運用資産総額世界2位のバンガード・トラストは優良ETFの宝庫ですね。当ブログでもそれぞれ記事を書いていますが、今回は一度まとめてみようかな的な記事です。
動画も一緒に作りました。
目次(クリックで飛びます)
バンガードのETFはなにがすごいのか
バンガードグループは、ブラックロックと並ぶ世界最大級の投資信託会社です。
こちらのほうが新しいですかね。なんと日本のGDPすら上回る、6兆ドルを超える資産総額を運用しています。
ブラックロック(BLK)の記事で書きましたが、ブラックロックが最大手で、バンガードトラスト、ステート・ストリートが続きます。この3社でシェアは7割近くを占めており、地位は盤石です。

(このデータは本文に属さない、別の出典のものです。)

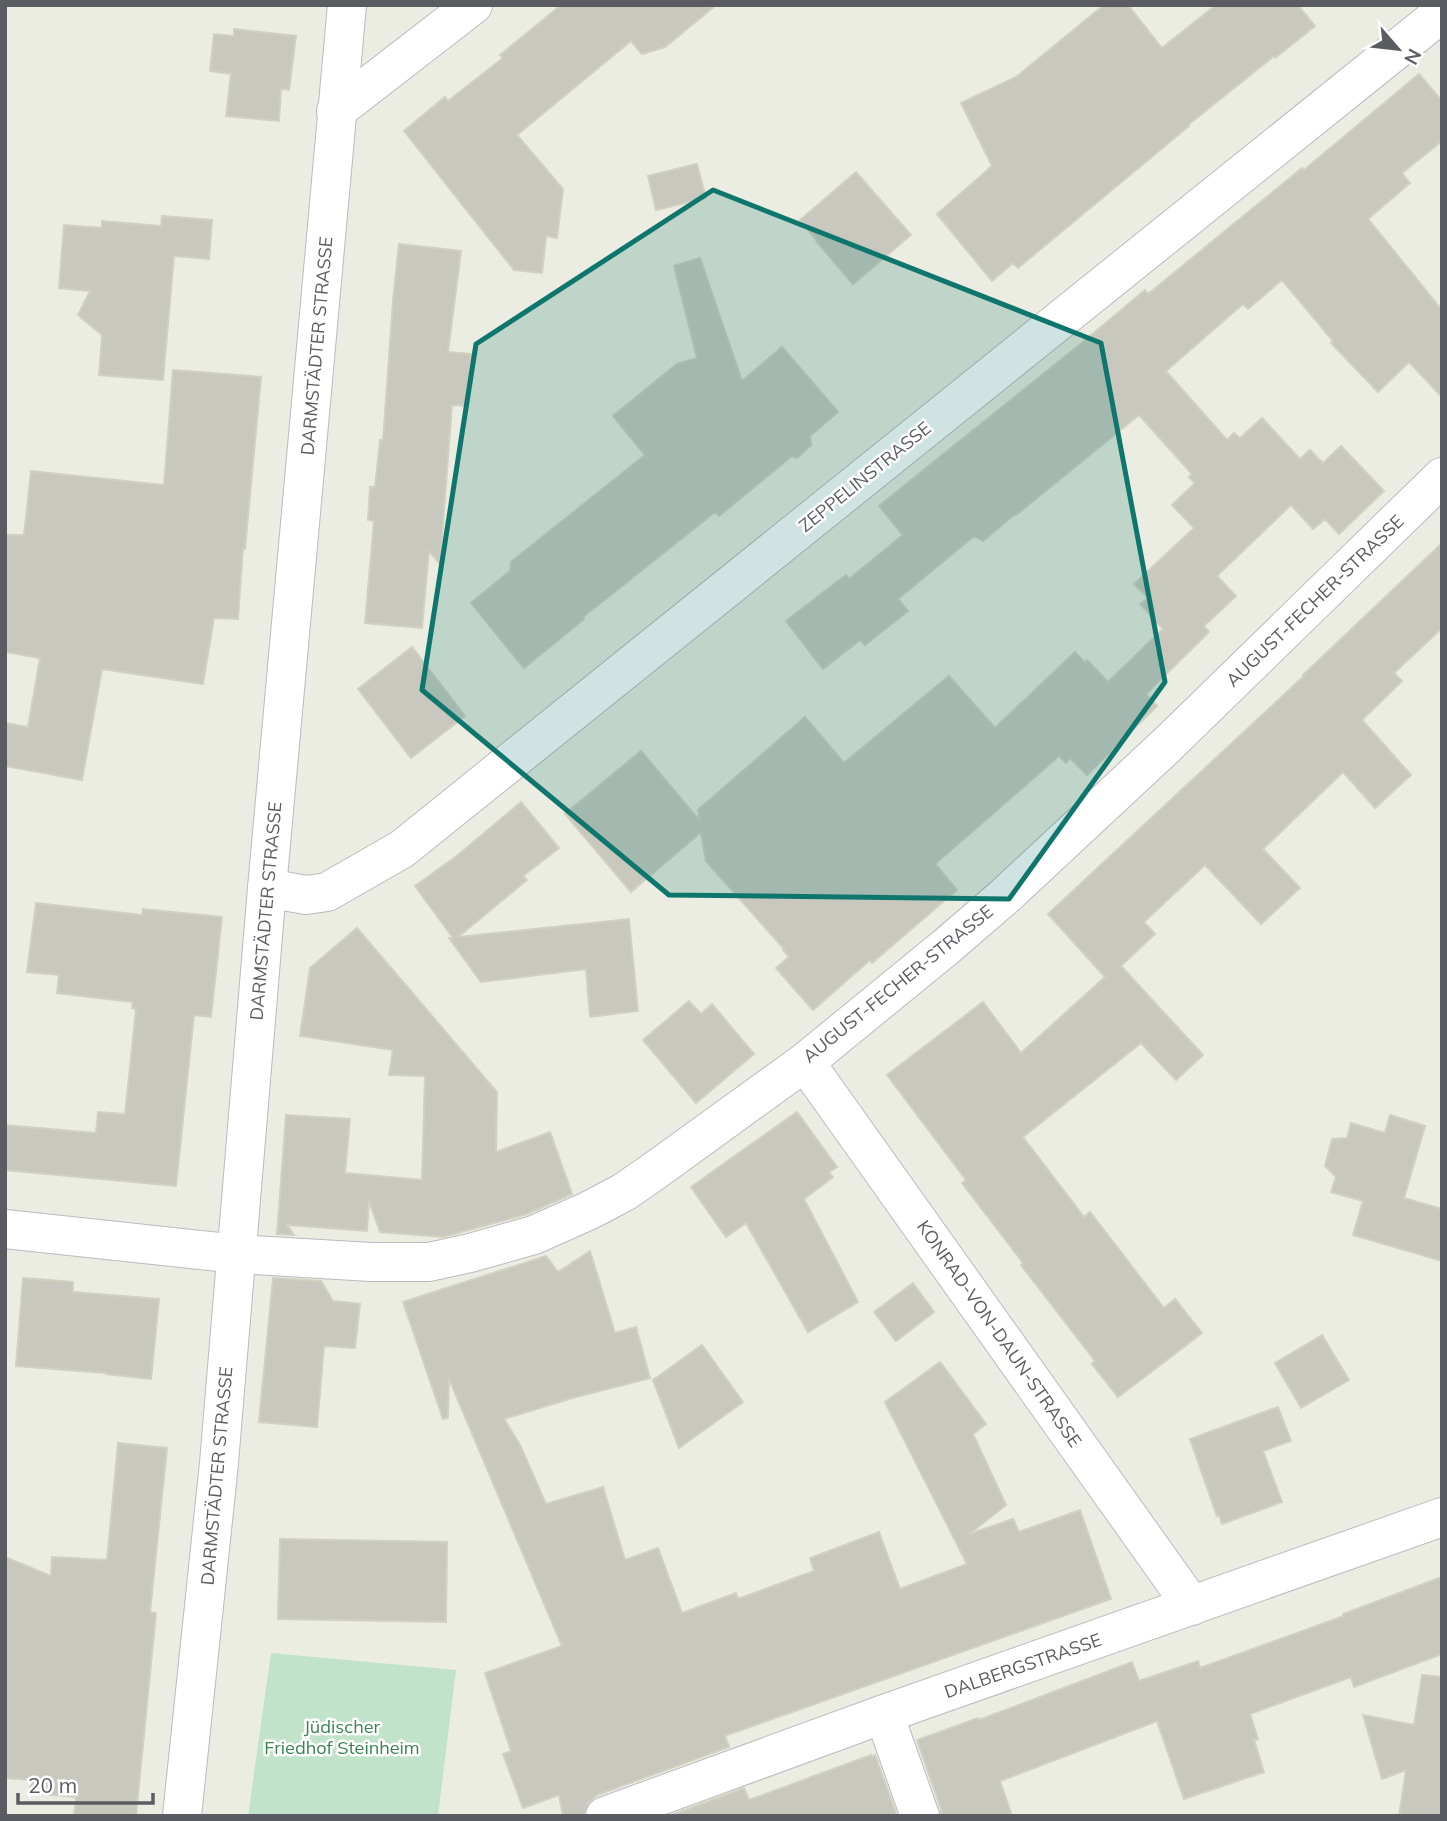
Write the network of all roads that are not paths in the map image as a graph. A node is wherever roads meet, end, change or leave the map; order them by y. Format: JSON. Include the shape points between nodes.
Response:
{"nodes":[{"id":1,"x":347,"y":5,"type":"edge"},
{"id":2,"x":473,"y":5,"type":"edge"},
{"id":3,"x":1442,"y":13,"type":"edge"},
{"id":4,"x":336,"y":111,"type":"junction"},
{"id":5,"x":1442,"y":477,"type":"edge"},
{"id":6,"x":267,"y":888,"type":"junction"},
{"id":7,"x":805,"y":1062,"type":"junction"},
{"id":8,"x":5,"y":1229,"type":"edge"},
{"id":9,"x":237,"y":1254,"type":"junction"},
{"id":10,"x":1442,"y":1517,"type":"edge"},
{"id":11,"x":1192,"y":1606,"type":"junction"},
{"id":12,"x":884,"y":1714,"type":"junction"},
{"id":13,"x":182,"y":1816,"type":"edge"},
{"id":14,"x":605,"y":1816,"type":"edge"},
{"id":15,"x":920,"y":1816,"type":"edge"}],
"edges":[{"from":1,"to":4,"type":"street","name":"DARMSTÄDTER STRASSE"},
{"from":2,"to":4,"type":"street"},
{"from":3,"to":6,"type":"street","name":"ZEPPELINSTRASSE","via":[[402,849],[327,892],[306,895]]},
{"from":4,"to":6,"type":"street","name":"DARMSTÄDTER STRASSE"},
{"from":5,"to":7,"type":"street","name":"AUGUST-FECHER-STRASSE","via":[[1006,895]]},
{"from":6,"to":9,"type":"street","name":"DARMSTÄDTER STRASSE"},
{"from":7,"to":9,"type":"street","name":"AUGUST-FECHER-STRASSE","via":[[624,1192],[534,1235],[429,1262]]},
{"from":7,"to":11,"type":"street","name":"KONRAD-VON-DAUN-STRASSE"},
{"from":8,"to":9,"type":"street","name":"AUGUST-FECHER-STRASSE"},
{"from":9,"to":13,"type":"street","name":"DARMSTÄDTER STRASSE"},
{"from":10,"to":11,"type":"street","name":"DALBERGSTRASSE"},
{"from":11,"to":12,"type":"street","name":"DALBERGSTRASSE"},
{"from":12,"to":14,"type":"street","name":"DALBERGSTRASSE"},
{"from":12,"to":15,"type":"street"}]}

3社とも低コストのパッシブファンドで成長してきた会社です。
米国の年金基金でもほとんどパッシブファンドで運用されていますから、資産総額はこれから一層開いていくことが予想されます。
バンガードのETFはなぜ安いのか
バンガードのETFはとにかく安いです。どれくらいかと言えば、こんな感じ。
パッシブファンドの運用においてコストは最重要です。市場は予測出来ないですが、コストはコントロール可能だからですね。
どうしてバンガードが他より安く提供出来るのかと言うと、以下の2点です。
バンガード社の株主構造
実は、以下のようにバンガードのETF内にバンガードが含まれており、ファンドを保有する投資家だけがバンガードの株主となっているのです。
これにより、自社の利益を外部に払う必要がなく、経費削減に回せるのです。
※一般的な投信会社における外部の株主への配当原資は、投資家が払う信託報酬です。この余計な費用がかかりません。
規模の経済(合同運用)
特許取得した運用方法で、通常は1つのETFに1つのポートフォリオであるところ、バンガードは複数のETFで1つのポートフォリオを組みます。下の図のような感じですね。
管理するべきポートフォリオ数が減り、構成銘柄上位の被っている企業の売買回数が減ることがメリットです。
補足:バンガードETFの出来高がトップじゃない理由
じゃあバンガードのETFは出来高もすごいのかというと、意外と他のETFより低かったりしますね。
これはバンガードが不人気とかではなく、バンガードETFはオプション市場の流動性が低いためです。
あまり気にしなくてよいです。
補足:資産運用業界の構造
資産運用業界というのは、たくさんのお金が集まるほど規模の経済が働きます。
コストの半分が人件費で、これはファンドを運営する上で必要な固定費用ですが、流入が増えていくことで按分されて安くなっていきます。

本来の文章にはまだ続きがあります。